Curiosity: wonders, ponders, asks why; involves a thirst for understanding.

Intellectual humility: an awareness of one’s own intellectual limits; a lack of concern with intellectual superiority and status.

Intellectual autonomy: a capacity for active, self-directed thinking; an ability to think and reason; also involves knowing when to trust and rely on others in an intellectual context.

Executing Well

Attentiveness: keeps one focused and on task; zeroes in on important details and nuances of appearance, meaning, etc.

Intellectual carefulness: an awareness of and sensitivity to the requirements of good thinking and learning; quick to note and avoid pitfalls and mistakes. Intellectual thoroughness: seeks and provides deeper meaning and explanations; not content with appearances or easy answers.

Handling Challenges

Open-mindedness: an ability to “think outside the box”; gives a fair and honest hearing “to the other side”; can also involve an ability to think in creative or original ways.

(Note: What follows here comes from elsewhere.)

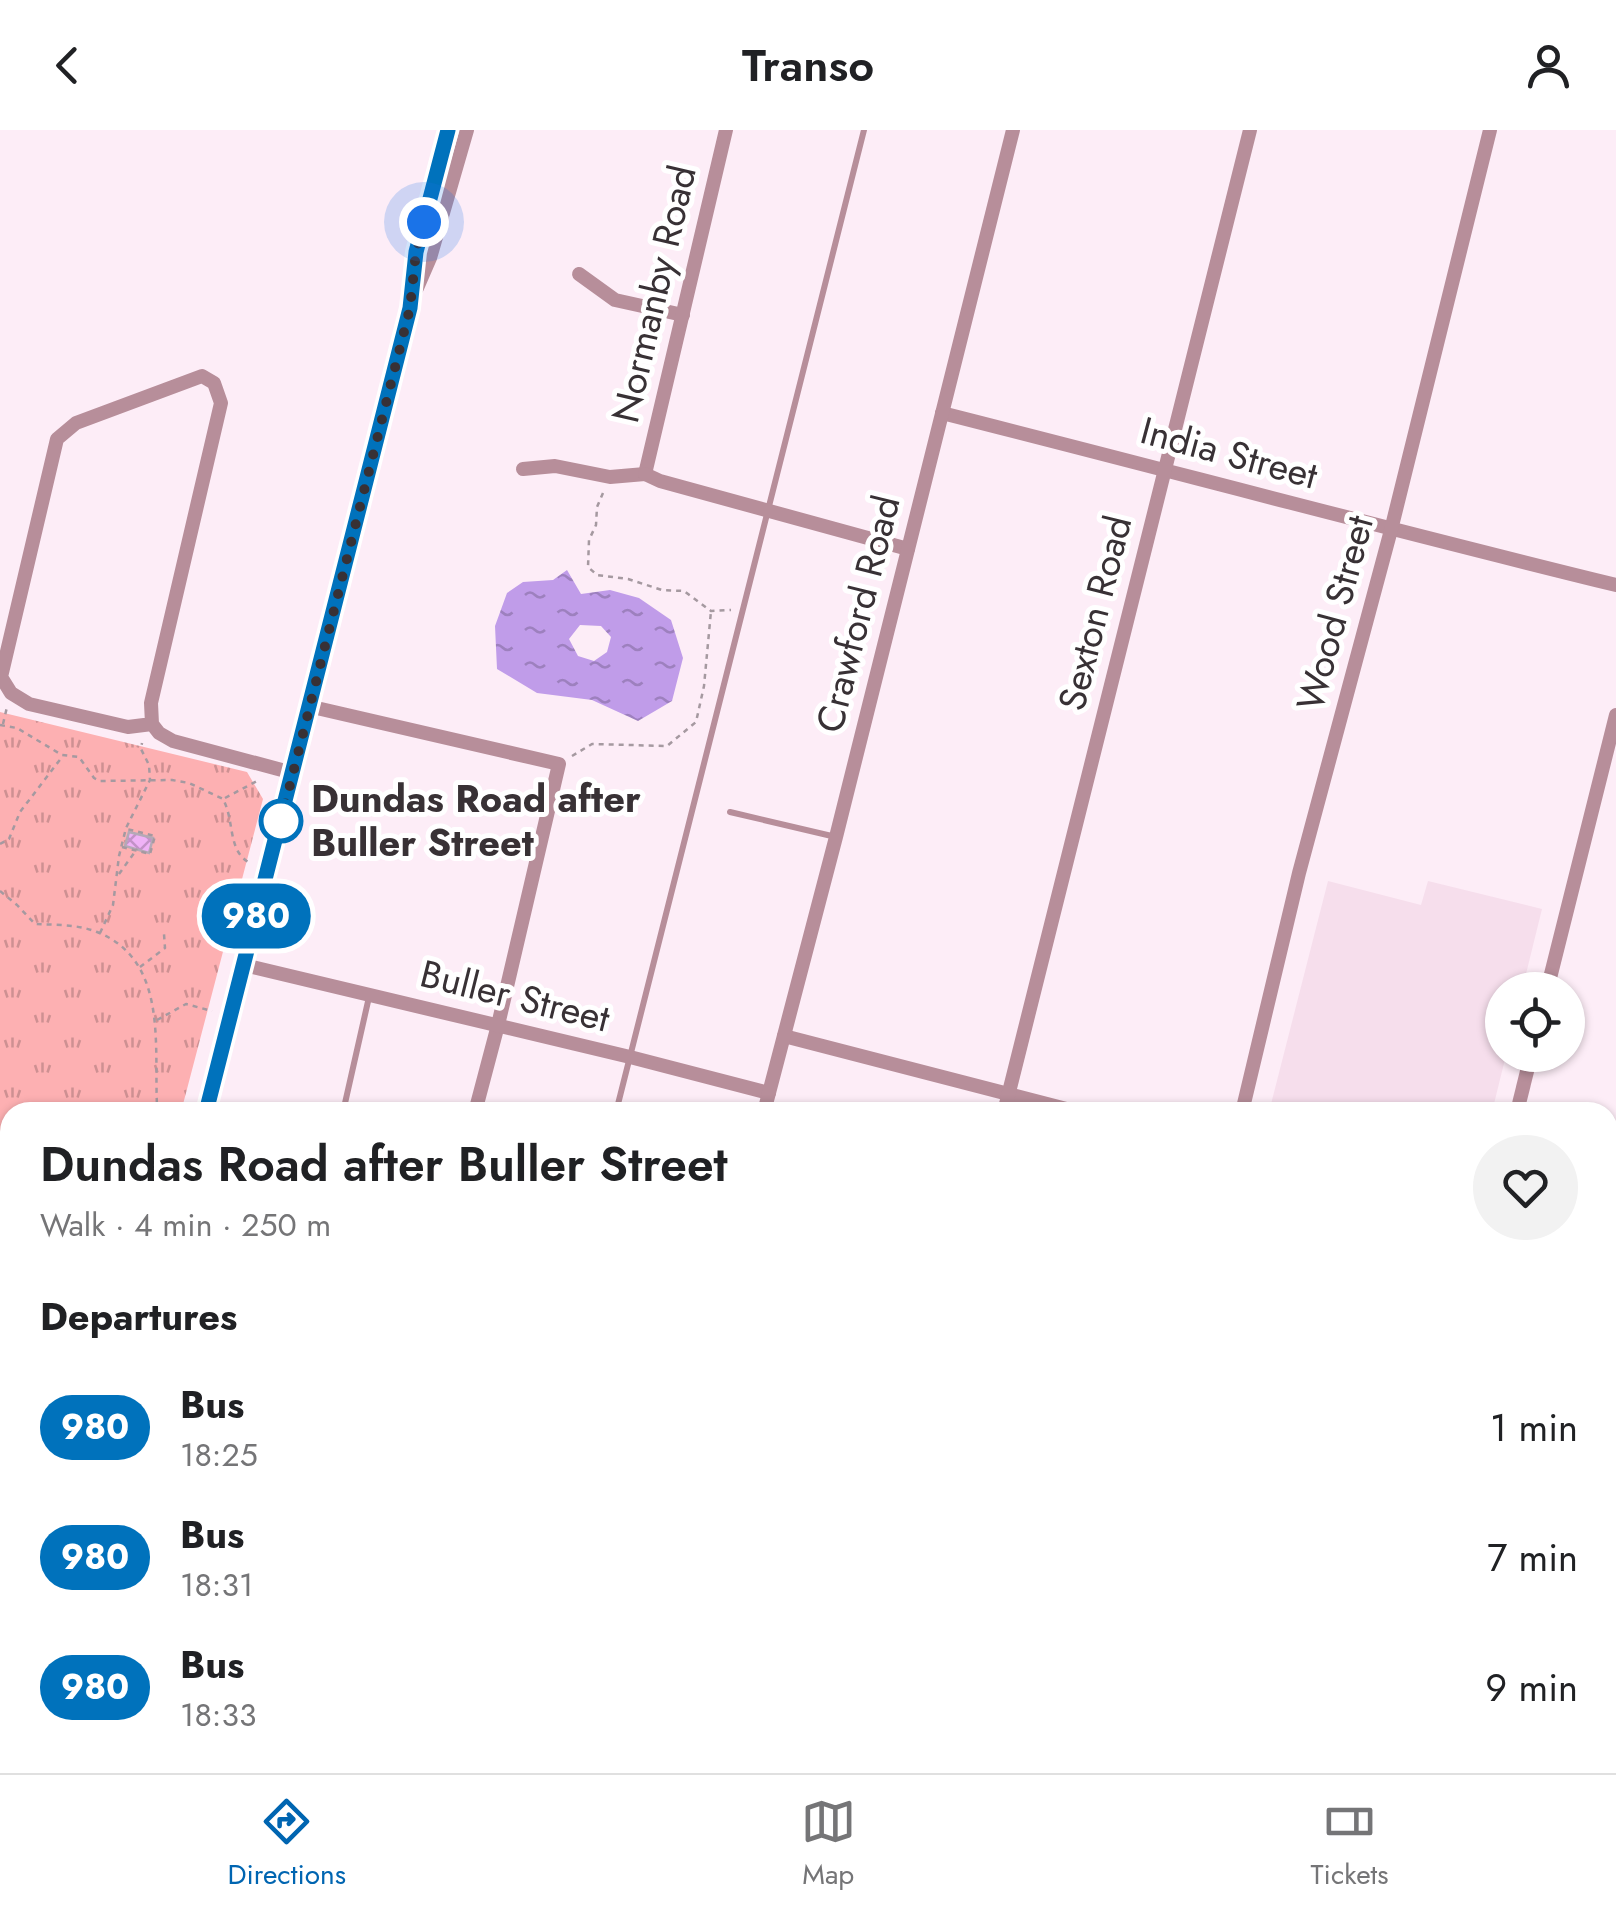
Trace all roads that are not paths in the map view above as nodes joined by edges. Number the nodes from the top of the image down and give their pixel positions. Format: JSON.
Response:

Intellectual courage: persists in thinking, inquiring, discussion, and other intellectual activities despite the presence of some threat or fear, including fear of embarrassment or failure.

Intellectual perseverance: hangs tight when learning becomes difficult or challenging; keeps its “eyes on the prize” and doesn’t give up.

IVA’s mission is to create and sustain an atmosphere that inspires significant growth in “intellectual character virtues,” which are the personal qualities of an excellent thinker, inquirer, or student. Intellectual character virtues include curiosity, wonder, attentiveness, intellectual carefulness, intellectual thoroughness, intellectual autonomy, creativity, open- mindedness, intellectual humility, and intellectual perseverance.

IVA’s vision is for a small, intellectual virtues-based learning community that is uniquely personal, relational, reflective, active, and academically rigorous. This community will equip all students to think carefully, critically, and creatively. IVA graduates will be on their way to becoming lifelong learners, having productive and successful careers, and living lives of meaning and wisdom.